Stored data
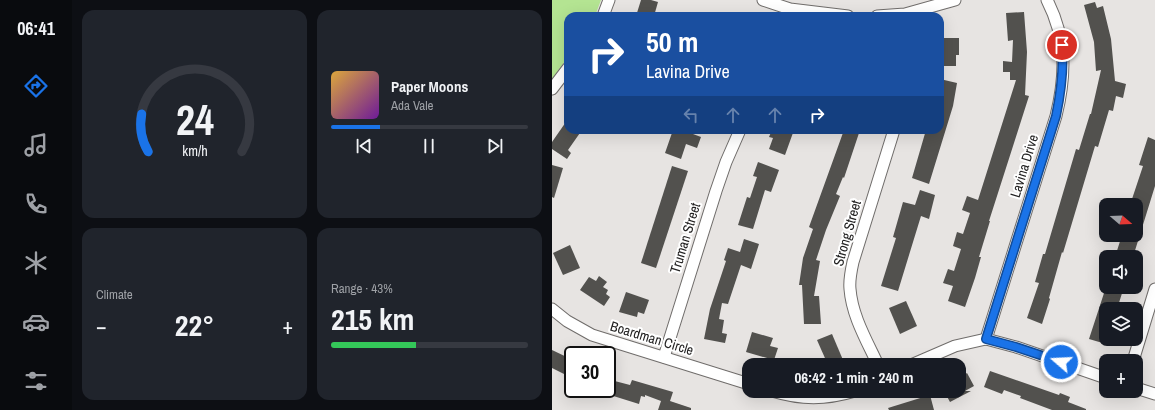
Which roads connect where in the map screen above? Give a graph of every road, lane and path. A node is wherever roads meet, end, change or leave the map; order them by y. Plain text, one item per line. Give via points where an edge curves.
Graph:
1 (609, 0) edge
2 (763, 0) edge
3 (955, 0) edge
4 (1047, 0) edge
5 (790, 8) edge
6 (604, 12) edge
7 (819, 12) edge
8 (915, 12) edge
9 (564, 73) edge
10 (552, 89) edge
11 (738, 134) edge
12 (893, 134) edge
13 (1155, 289) edge
14 (552, 309) edge
15 (986, 339) junction
16 (1135, 354) edge
17 (664, 357) junction
18 (875, 358) edge
19 (927, 358) edge
20 (1099, 376) edge
21 (742, 382) edge
22 (1143, 390) edge
23 (1155, 394) edge
24 (801, 398) edge
25 (823, 398) edge

1 - 6 street
2 - 5 street
3 - 8 street
4 - 15 street, Lavina Drive via 1059,28 1062,45 1060,99
5 - 7 street
9 - 10 street
11 - 17 street, Truman Street via 716,191
12 - 18 street, Strong Street via 853,262 850,281 851,301 855,314
13 - 16 street
14 - 17 street, Boardman Circle via 592,335
15 - 19 street via 955,346
15 - 20 street
17 - 21 street, Boardman Circle
22 - 23 street
24 - 25 street

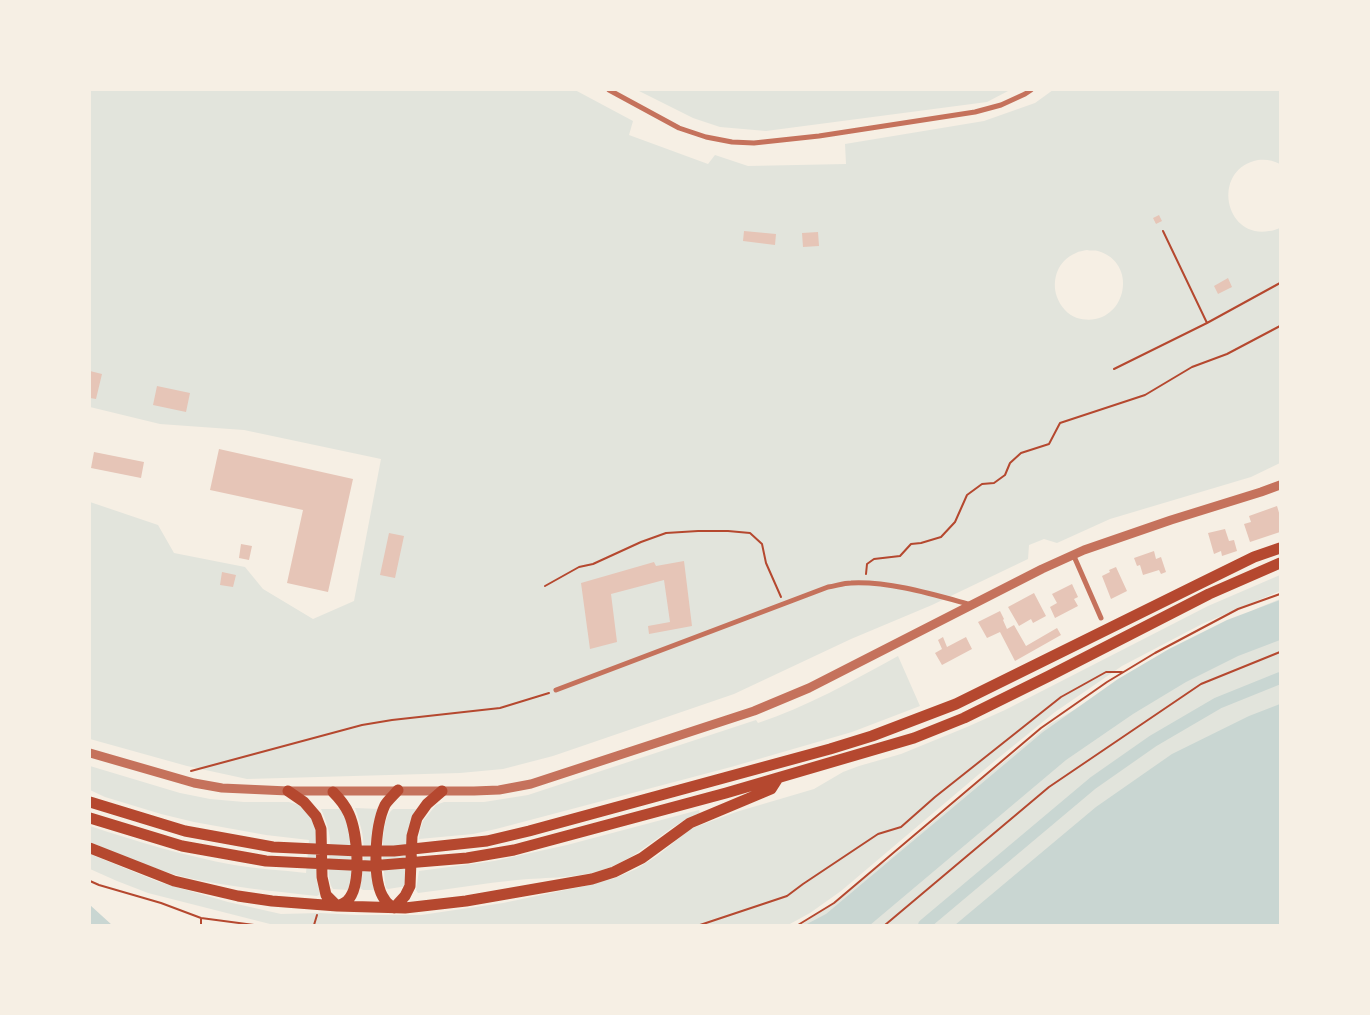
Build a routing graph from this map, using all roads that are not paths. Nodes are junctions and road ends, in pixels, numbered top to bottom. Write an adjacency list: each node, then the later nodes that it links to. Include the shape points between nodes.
1 (609, 90): 2 (street, via 679,128 706,137 754,143 975,112 1001,105)
2 (1032, 90)
3 (1280, 485): 5 (street)
4 (1280, 548): 16 (highway, via 1197,585 956,704 872,736 488,841 394,851 273,847 185,831)
5 (1074, 554): 7 (street); 8 (street)
6 (1280, 563): 11 (highway, via 1208,594 964,718 914,738)
7 (973, 605): 9 (street, via 940,595 866,583 828,587); 14 (street, via 809,688 754,711 531,784 499,790)
8 (1101, 618)
9 (556, 690)
10 (90, 753): 13 (street, via 194,783 222,788)
11 (778, 778): 17 (highway, via 514,850 422,863 370,866 266,861 182,846); 20 (highway, via 771,790 690,823 642,858 614,872 466,901)
12 (398, 790): 14 (street); 15 (street); 20 (highway, via 386,804 376,840 377,879 385,900)
13 (288, 791): 15 (street); 19 (highway, via 316,816 321,829 322,877 326,895)
14 (442, 791): 20 (highway, via 417,818 412,836 410,886)
15 (334, 792): 19 (highway, via 349,814 355,835 357,869 355,885 348,900)
16 (90, 802)
17 (90, 818)
18 (90, 848): 19 (highway, via 182,883 238,896)
19 (337, 906): 20 (highway)
20 (394, 908)

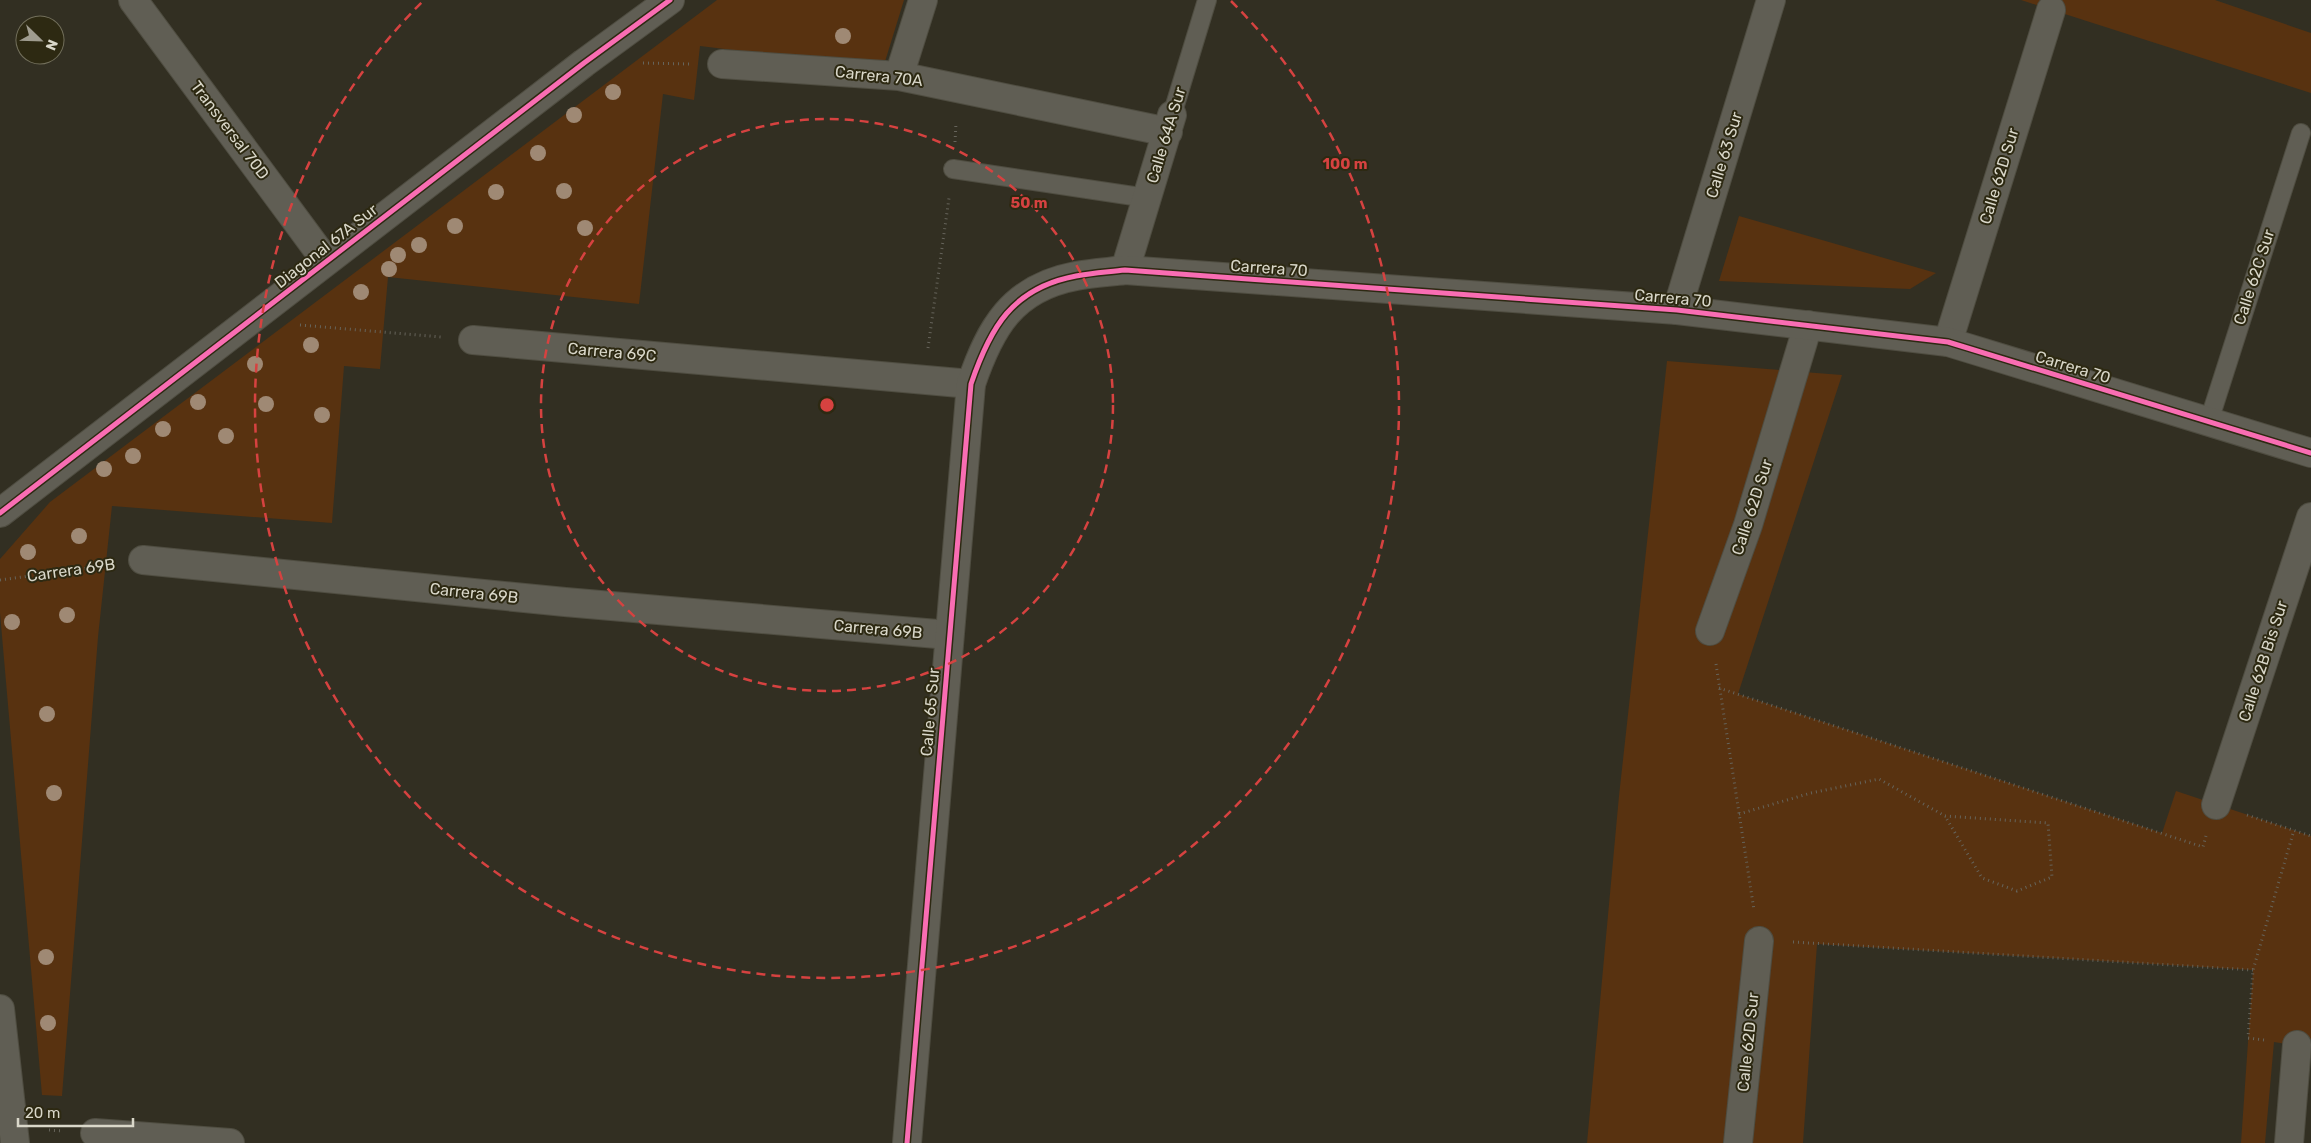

== PROBLEM REQUIREMENTS ==
Skip the pictures. Return exactly the lines from the one containing "Build a routing" through the end of the data above, both included, and nothing besides.

== RESPONSE TO THE TASK ==
Build a routing graph from this map, using all roads that are not paths. Nodes are junctions and road ends, in pixels, numbered top to bottom. Write an adjacency list: each node, then the later nodes that it links to. Include the shape points between nodes.
1 (609, 90): 2 (street, via 679,128 706,137 754,143 975,112 1001,105)
2 (1032, 90)
3 (1280, 485): 5 (street)
4 (1280, 548): 16 (highway, via 1197,585 956,704 872,736 488,841 394,851 273,847 185,831)
5 (1074, 554): 7 (street); 8 (street)
6 (1280, 563): 11 (highway, via 1208,594 964,718 914,738)
7 (973, 605): 9 (street, via 940,595 866,583 828,587); 14 (street, via 809,688 754,711 531,784 499,790)
8 (1101, 618)
9 (556, 690)
10 (90, 753): 13 (street, via 194,783 222,788)
11 (778, 778): 17 (highway, via 514,850 422,863 370,866 266,861 182,846); 20 (highway, via 771,790 690,823 642,858 614,872 466,901)
12 (398, 790): 14 (street); 15 (street); 20 (highway, via 386,804 376,840 377,879 385,900)
13 (288, 791): 15 (street); 19 (highway, via 316,816 321,829 322,877 326,895)
14 (442, 791): 20 (highway, via 417,818 412,836 410,886)
15 (334, 792): 19 (highway, via 349,814 355,835 357,869 355,885 348,900)
16 (90, 802)
17 (90, 818)
18 (90, 848): 19 (highway, via 182,883 238,896)
19 (337, 906): 20 (highway)
20 (394, 908)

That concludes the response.